I thought of the pot marked "poison;" of d.i.c.ksee being bad through taking something Mercer had given him; and a curious sensation of sickness came over me, and I left half my pudding, just as Mercer took up his fork, chopped his disk up into eight pieces, and began to bolt them fiercely.
"Eat your pudding," he said, noticing that I had left off.
"Can't. I've had enough."
"You must. I want you to grow strong. I shall give you some tonic stuff my father prescribes for people."
I looked at him in horror, but he was glaring at the last piece of pudding on his fork.
"Just you wait!" he said gloomily.
"I will not help him in anything I think wrong," I said to myself; and a few minutes after, Mercer leaned towards me.
"Look!" he whispered; "there's Eely Burr and Fathead grinning at us.
Wait a bit! They don't know what a horrible revenge we're going to have on them."
"But if it's _we_," I said, "you ought to tell me what the revenge is going to be."
"I'll tell you some time," he whispered. "Perhaps to-morrow, perhaps to-night.--You wait!"
"Oh, how I do hate being treated like that!" I thought to myself, and I was about to beg of him to tell me then, and to try to persuade him not to, do anything foolish, when the Doctor tapped the table with the handle of his cheese-knife, grace was said, and we all adjourned to the play-field for the half-hour at our disposal before we resumed our studies.
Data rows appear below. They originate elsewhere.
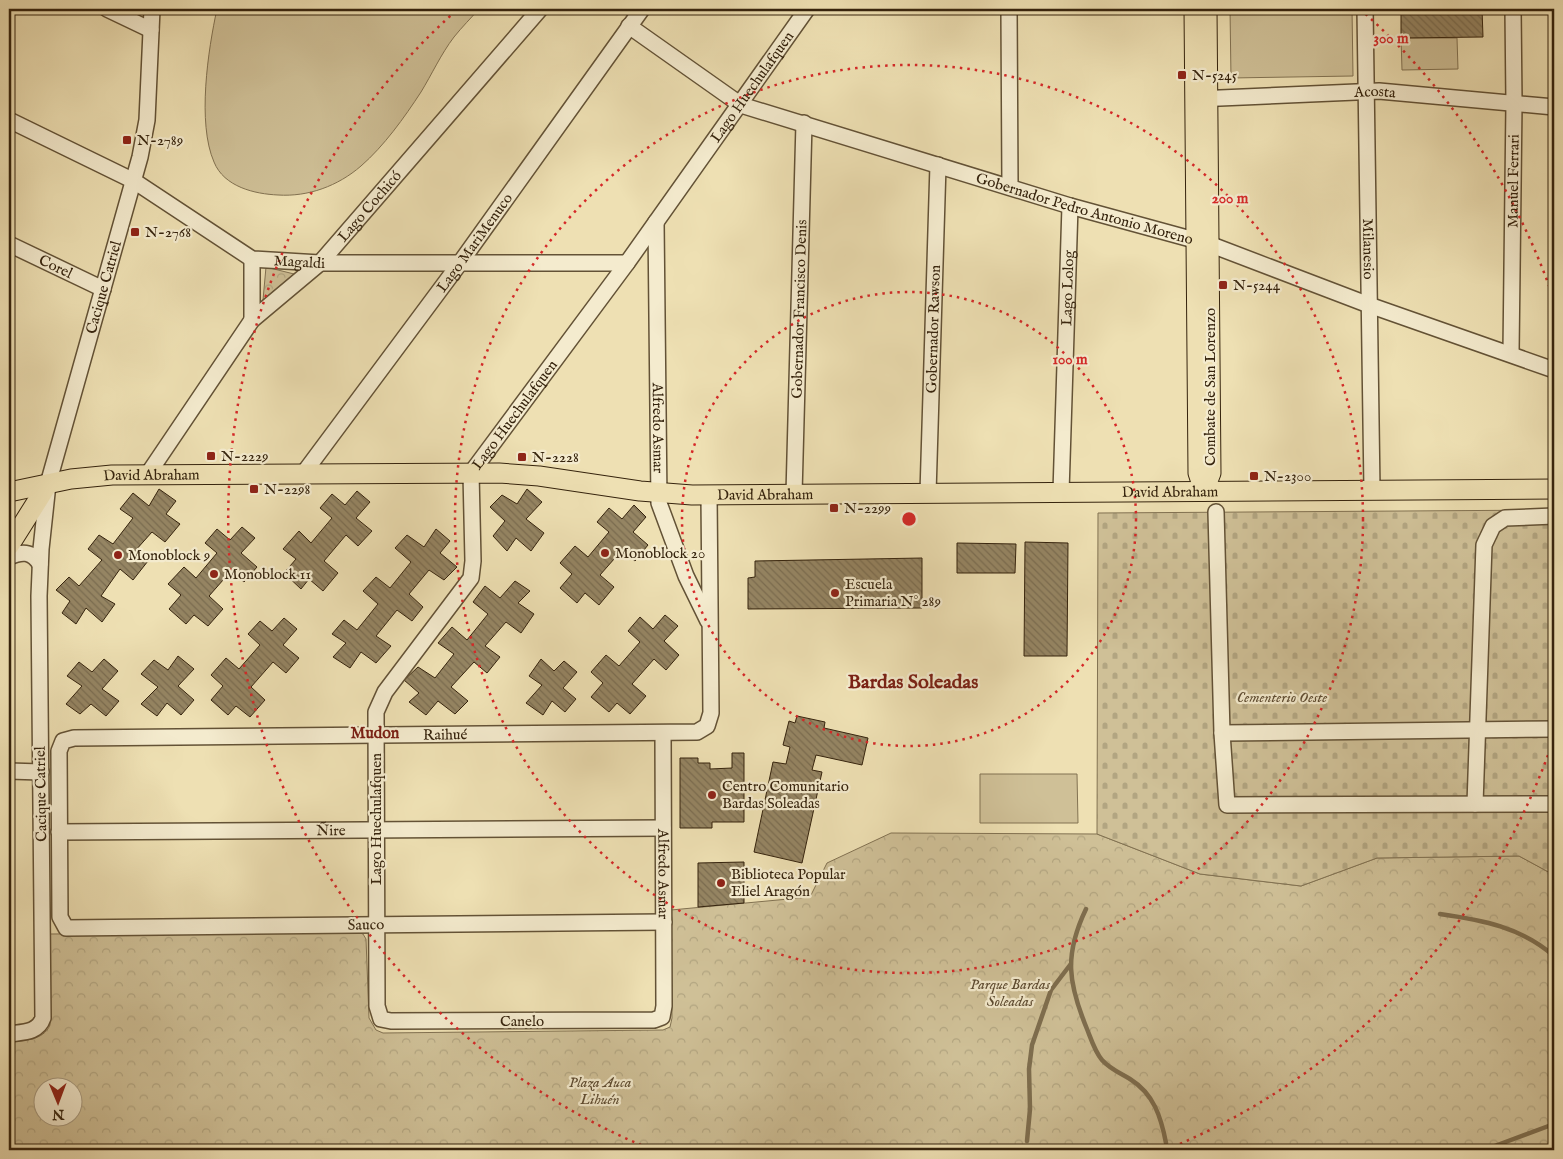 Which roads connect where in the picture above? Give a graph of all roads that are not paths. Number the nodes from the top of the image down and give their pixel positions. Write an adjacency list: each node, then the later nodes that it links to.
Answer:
1 (107, 9): 12 (street)
2 (152, 9): 12 (street, Cacique Catriel)
3 (540, 9): 28 (street, Lago Cochicó)
4 (642, 9): 11 (street, Lago MariMenuco)
5 (807, 9): 16 (street, Lago Huechulafquen)
6 (1009, 9): 22 (street)
7 (1194, 9): 14 (main road, Combate de San Lorenzo)
8 (1207, 9): 14 (main road, Combate de San Lorenzo)
9 (1365, 9): 13 (street, Milanesio)
10 (1513, 9): 15 (street, Manuel Ferrari)
11 (629, 26): 16 (street, Gobernador Pedro Antonio Moreno); 29 (street, Lago MariMenuco)
12 (151, 30): 21 (street, Cacique Catriel)
13 (1366, 91): 14 (street, Acosta); 15 (street, Acosta); 32 (street, Milanesio)
14 (1201, 99): 25 (main road, Combate de San Lorenzo)
15 (1514, 103): 17 (street, Acosta); 34 (street, Manuel Ferrari)
16 (741, 105): 19 (street, Gobernador Pedro Antonio Moreno); 24 (street, Lago Huechulafquen)
17 (1554, 107)
18 (9, 120): 21 (street, Magaldi)
19 (804, 123): 20 (street, Gobernador Pedro Antonio Moreno); 48 (street, Gobernador Francisco Denis)
20 (938, 165): 22 (street, Gobernador Pedro Antonio Moreno); 46 (street, Gobernador Rawson)
21 (134, 181): 27 (street, Magaldi); 31 (street, Cacique Catriel)
22 (1010, 188): 23 (street, Gobernador Pedro Antonio Moreno)
23 (1070, 206): 25 (street, Gobernador Pedro Antonio Moreno); 44 (street, Lago Lolog)
24 (656, 222): 30 (street, Lago Huechulafquen); 45 (street, Alfredo Asmar)
25 (1203, 242): 32 (street, Gobernador Pedro Antonio Moreno); 42 (main road, Combate de San Lorenzo)
26 (9, 244): 31 (street, Corel)
27 (252, 259): 28 (street, Magaldi); 33 (street)
28 (320, 263): 29 (street, Magaldi); 33 (street, Lago Cochicó)
29 (460, 263): 30 (street, Magaldi); 38 (street, Lago MariMenuco)
30 (626, 263): 36 (street, Lago Huechulafquen)
31 (103, 289): 39 (street, Cacique Catriel)
32 (1369, 305): 34 (street, Gobernador Pedro Antonio Moreno); 41 (street, Milanesio)
33 (252, 320): 37 (street, Lago Cochicó)
34 (1510, 353): 35 (street, Gobernador Pedro Antonio Moreno)
35 (1554, 370)
36 (471, 473): 38 (main road, David Abraham); 45 (main road, David Abraham); 60 (street, Lago Huechulafquen)
37 (148, 474): 38 (main road, David Abraham); 39 (main road, David Abraham)
38 (303, 474)
39 (48, 484): 43 (main road, David Abraham); 51 (main road); 53 (street, Cacique Catriel)
40 (1554, 489): 41 (main road, David Abraham)
41 (1372, 490): 42 (main road, David Abraham)
42 (1204, 491): 44 (main road, David Abraham)
43 (9, 492)
44 (1061, 492): 46 (main road, David Abraham)
45 (658, 493): 47 (main road, David Abraham); 54 (street, Alfredo Asmar)
46 (928, 493): 48 (main road, David Abraham)
47 (709, 494): 48 (main road, David Abraham); 54 (street, Alfredo Asmar)
48 (794, 494)
49 (1216, 512): 59 (street)
50 (1554, 516): 57 (street)
51 (9, 546)
52 (9, 557): 53 (street)
53 (40, 564): 62 (street, Cacique Catriel)
54 (709, 624): 55 (street, Alfredo Asmar)
55 (707, 726): 58 (street, Raihué)
56 (1554, 728): 57 (street)
57 (1477, 730): 59 (street); 63 (street)
58 (663, 733): 60 (street, Raihué); 65 (street, Alfredo Asmar)
59 (1222, 733): 63 (street)
60 (375, 735): 66 (street, Lago Huechulafquen); 67 (street, Raihué)
61 (9, 771): 62 (street)
62 (41, 772): 72 (street, Cacique Catriel)
63 (1475, 804): 64 (street)
64 (1554, 804)
65 (663, 828): 66 (street, Ñire); 68 (street, Alfredo Asmar)
66 (376, 830): 67 (street, Ñire); 69 (street, Lago Huechulafquen)
67 (59, 832): 69 (street, Sauco)
68 (664, 922): 69 (street, Sauco); 70 (street, Alfredo Asmar)
69 (377, 925): 71 (street, Lago Huechulafquen)
70 (662, 1017): 71 (street, Canelo)
71 (381, 1019)
72 (9, 1034) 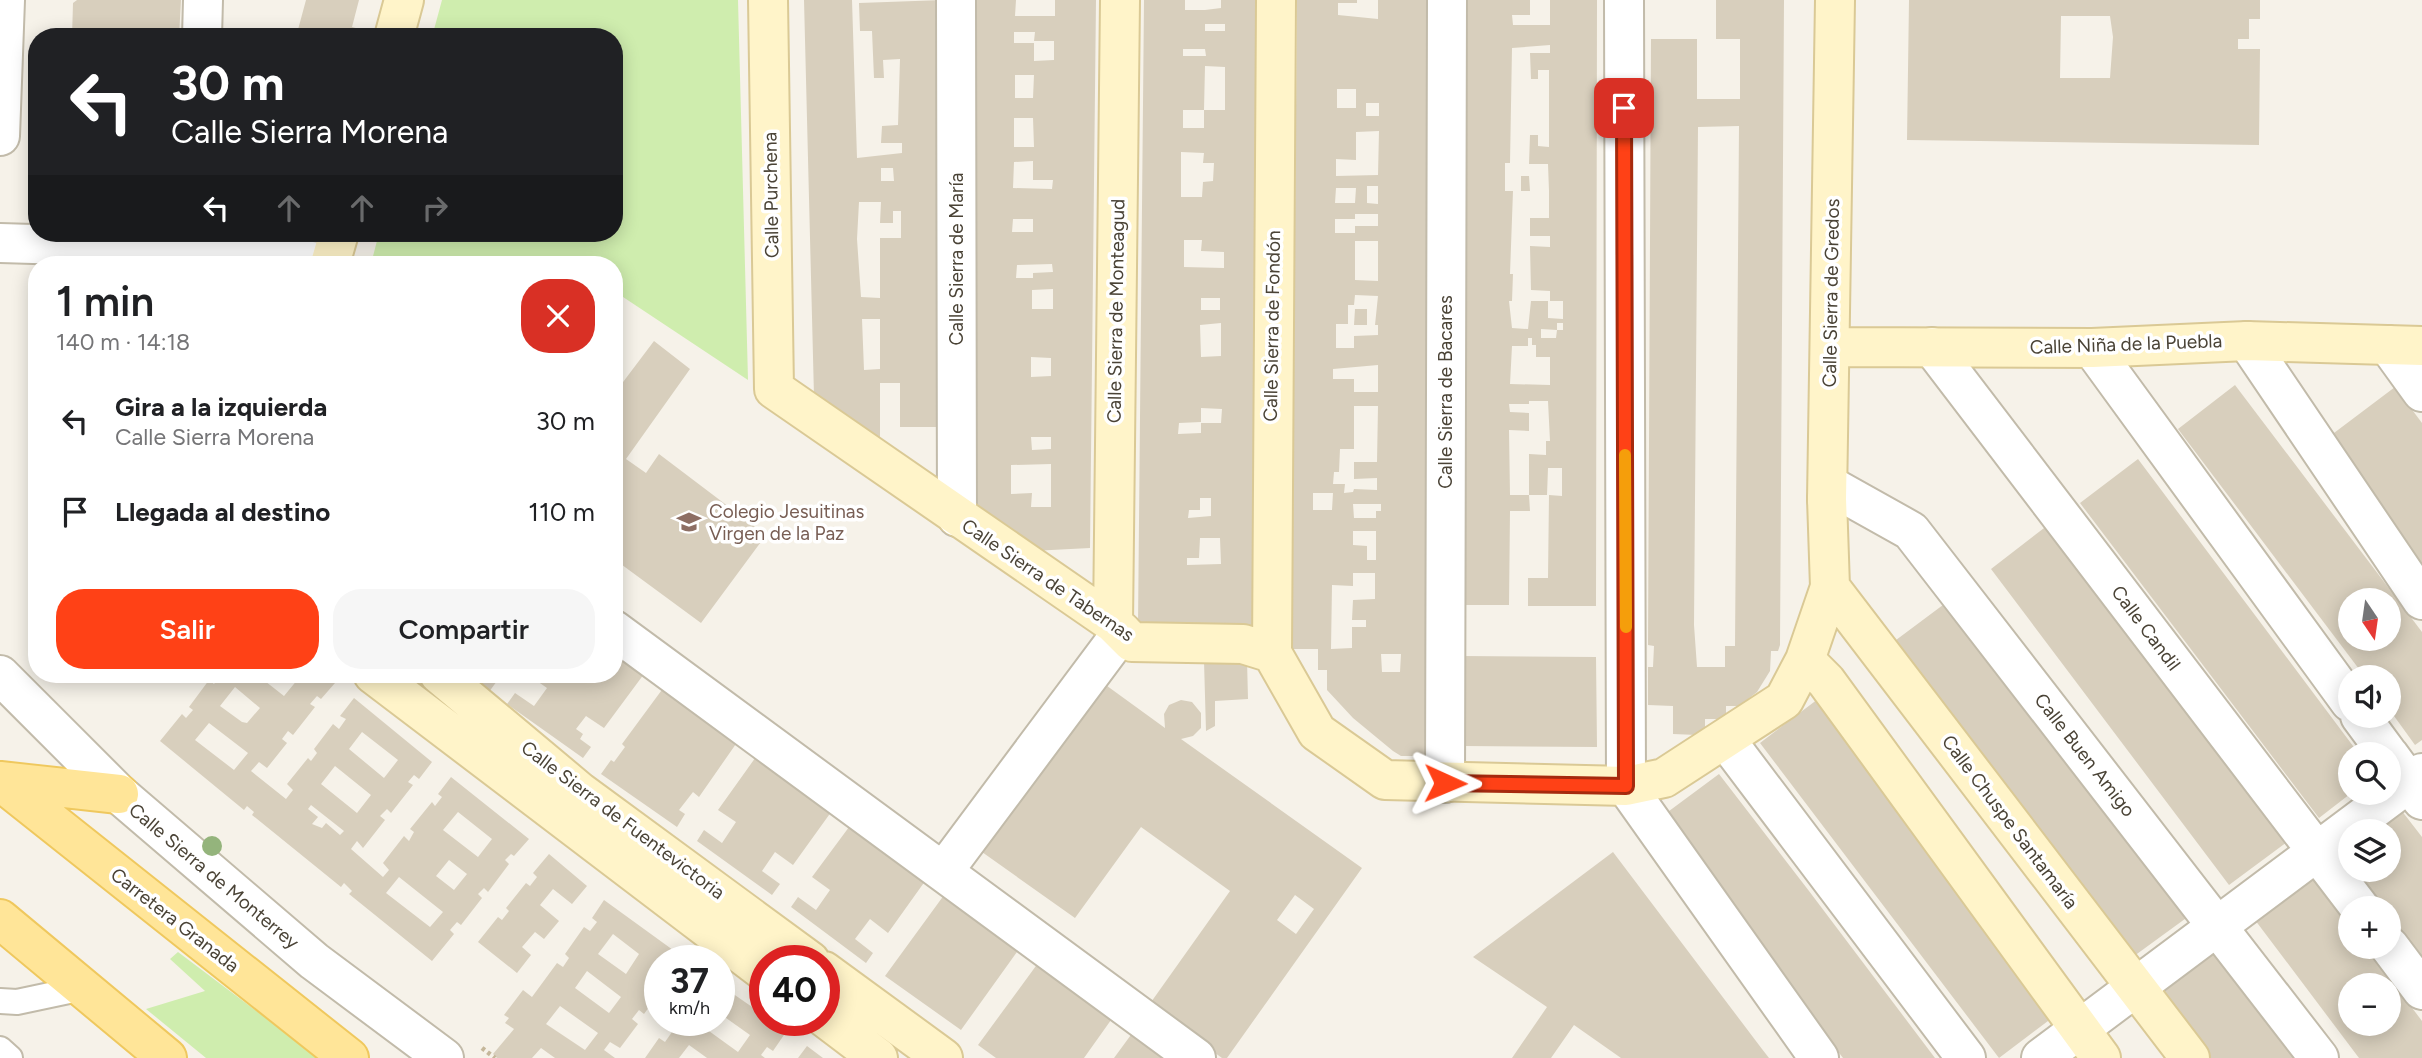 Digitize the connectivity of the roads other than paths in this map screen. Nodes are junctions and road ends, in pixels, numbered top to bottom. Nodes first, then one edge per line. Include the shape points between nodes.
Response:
1 (5, 0) edge
2 (203, 0) edge
3 (404, 0) edge
4 (768, 0) edge
5 (956, 0) edge
6 (1120, 0) edge
7 (1276, 0) edge
8 (1447, 0) edge
9 (1624, 0) edge
10 (1835, 0) edge
11 (202, 28) edge
12 (396, 28) edge
13 (0, 136) edge
14 (99, 242) edge
15 (209, 242) edge
16 (0, 243) edge
17 (333, 253) edge
18 (2246, 341) junction
19 (2405, 346) edge
20 (1830, 347) junction
21 (1932, 348) junction
22 (2092, 348) junction
23 (774, 389) joint
24 (2422, 392) edge
25 (1827, 499) junction
26 (957, 517) junction
27 (1830, 587) junction
28 (2422, 600) edge
29 (1117, 628) junction
30 (623, 637) edge
31 (1272, 653) junction
32 (1805, 660) junction
33 (0, 675) edge
34 (385, 683) edge
35 (450, 683) edge
36 (2338, 686) edge
37 (2370, 728) edge
38 (1726, 740) junction
39 (2406, 773) edge
40 (0, 781) edge
41 (1445, 783) junction
42 (1626, 786) junction
43 (119, 794) junction
44 (2317, 852) junction
45 (943, 872) junction
46 (2351, 896) edge
47 (0, 919) edge
48 (2218, 926) junction
49 (788, 945) edge
50 (2399, 959) edge
51 (749, 960) edge
52 (840, 983) edge
53 (2136, 987) junction
54 (83, 988) junction
55 (2422, 990) edge
56 (0, 1000) edge
57 (840, 1029) edge
58 (2091, 1043) edge
59 (0, 1049) edge
60 (10, 1058) edge
61 (167, 1058) edge
62 (349, 1058) edge
63 (444, 1058) edge
64 (878, 1058) edge
65 (943, 1058) edge
66 (1196, 1058) edge
67 (1819, 1058) edge
68 (1966, 1058) edge
69 (2041, 1058) edge
70 (2190, 1058) edge
71 (2319, 1058) edge

1 - 13 street
2 - 11 street
3 - 12 street
4 - 23 street, Calle Purchena
5 - 26 street, Calle Sierra de María
6 - 29 street, Calle Sierra de Monteagud
7 - 31 street, Calle Sierra de Fondón
8 - 41 street, Calle Sierra de Bacares
9 - 42 street
10 - 20 street, Calle Sierra de Gredos
14 - 16 street
15 - 17 street
18 - 19 street, Calle Niña de la Puebla
18 - 22 street, Calle Niña de la Puebla
18 - 28 street
19 - 24 street
20 - 21 street, Calle Niña de la Puebla
20 - 25 street, Calle Sierra de Gredos
21 - 22 street, Calle Niña de la Puebla
21 - 44 street, Calle Candil
22 - 36 street
23 - 26 street, Calle Sierra de Tabernas
25 - 27 street, Calle Sierra de Gredos
25 - 48 street, Calle Buen Amigo via 1836,489 1911,531
26 - 29 street, Calle Sierra de Tabernas
27 - 32 street
27 - 53 street, Calle Chuspe Santamaría
29 - 31 street, Calle Sierra de Tabernas via 1132,642 1243,644
29 - 45 street
30 - 45 street
31 - 41 street via 1317,732 1385,780
32 - 38 street via 1784,700
32 - 58 street via 1826,681
33 - 43 street, Calle Sierra de Monterrey
34 - 51 street
35 - 49 street, Calle Sierra de Fuentevictoria via 580,792
37 - 39 street
38 - 42 street via 1664,778
38 - 68 street
39 - 44 street
40 - 43 main road
40 - 62 main road, Carretera Granada
41 - 42 street
42 - 67 street
43 - 63 street, Calle Sierra de Monterrey via 314,961
44 - 46 street, Calle Candil
44 - 48 street
45 - 66 street
47 - 54 main road
48 - 53 street
48 - 71 street, Calle Buen Amigo
50 - 55 street
52 - 65 street
53 - 58 street
53 - 70 street, Calle Chuspe Santamaría
54 - 56 lane via 17,1002
54 - 61 main road
57 - 64 street
58 - 69 street
59 - 60 lane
I had no further opportunity for speaking to Mercer that afternoon, for, when we returned to the schoolroom, the Doctor made us a speech, in which he said he, "regretted deeply to find."--Here he stopped to blow his nose, and I turned hot, cold, and then wet, as I felt that we two would be publicly reproved and perhaps punished for fighting.
"That," continued the Doctor, "many of the boys had been going back in minor subjects."
I breathed more freely at this.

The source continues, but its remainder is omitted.